Hyperbolic Band Theory under Magnetic Field and Dirac Cones on a Higher Genus Surface

TL;DR

This work constructs directly the hyperbolic magnetic Bloch states and finds that they form Dirac cones on a coordinate neighborhood, which is the first explicit example of a massless Dirac state on a higher genus surface.

Abstract

We explore the hyperbolic band theory under a magnetic field for the first time. Our theory is a general extension of the conventional band theory defined on a Euclidean lattice into the band theory on a general hyperbolic lattice/Riemann surface. Our methods and results can be confirmed experimentally by circuit quantum electrodynamics (cQED), which enables us to create novel materials in a hyperbolic space. To investigate the band structures, we construct directly the hyperbolic magnetic Bloch states and find that they form Dirac cones on a coordinate neighborhood, by which they can be regarded as a global quantum gravity solution detectable in a laboratory.
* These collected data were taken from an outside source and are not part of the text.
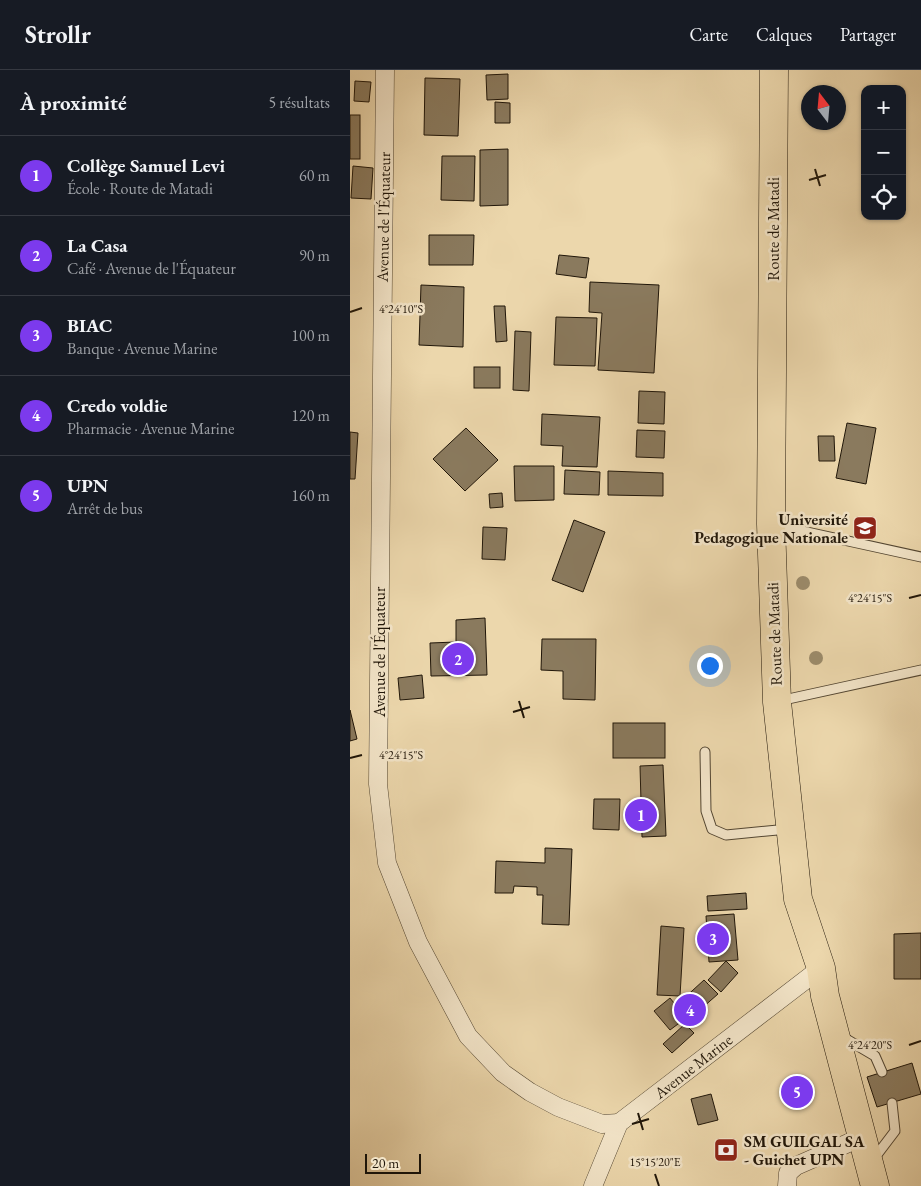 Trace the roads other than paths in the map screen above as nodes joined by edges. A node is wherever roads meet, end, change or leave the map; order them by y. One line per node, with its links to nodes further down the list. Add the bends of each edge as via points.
1 (385, 70): 13 (street, Avenue de l'Équateur, via 378,784 387,863 418,942 468,1036 503,1073 530,1092 602,1124)
2 (774, 70): 3 (main road, Route de Matadi)
3 (771, 524): 4 (lane); 6 (main road, Route de Matadi)
4 (921, 557)
5 (921, 670): 6 (lane)
6 (777, 702): 8 (main road, Route de Matadi)
7 (705, 752): 8 (lane, via 706,811 712,828 726,835)
8 (790, 828): 9 (main road, Route de Matadi, via 798,899)
9 (820, 968): 10 (main road, Route de Matadi); 13 (street, Avenue Marine)
10 (835, 1032): 11 (lane, via 875,1056); 14 (main road, Route de Matadi)
11 (882, 1072)
12 (892, 1102): 15 (lane, via 895,1131)
13 (619, 1124): 16 (street, Avenue Marine)
14 (862, 1137): 15 (main road, Route de Matadi); 17 (street, via 796,1166 788,1173)
15 (872, 1175)
16 (593, 1186)
17 (787, 1186)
Besides this is the first explicit example of a massless Dirac state on a higher genus surface. Moreover we show that the energy spectrum exhibits an unusual fractal structure refracting the negative curvature, when plotted as a function of a magnetic flux.

Figures (3)

• Figure 1: The regular tessellation $\{8,8\}$ of the hyperbolic plane, which gives the genus-2 surface.
• Figure 2: Band structure of the electrons on the $\{8,8\}$ hyperbolic tiling. Unspecified wave numbers are set to 0. The figures correspond to some lower energy bands at $B=1/8$.
• Figure 3: Spectrum of an electron on a hyperbolic surface $(g=2)$ under a uniform magnetic field, plotted as a function of a rational flux. The plot is generated with the lattice Hamiltonian \ref{['eq:Ham_latt']}.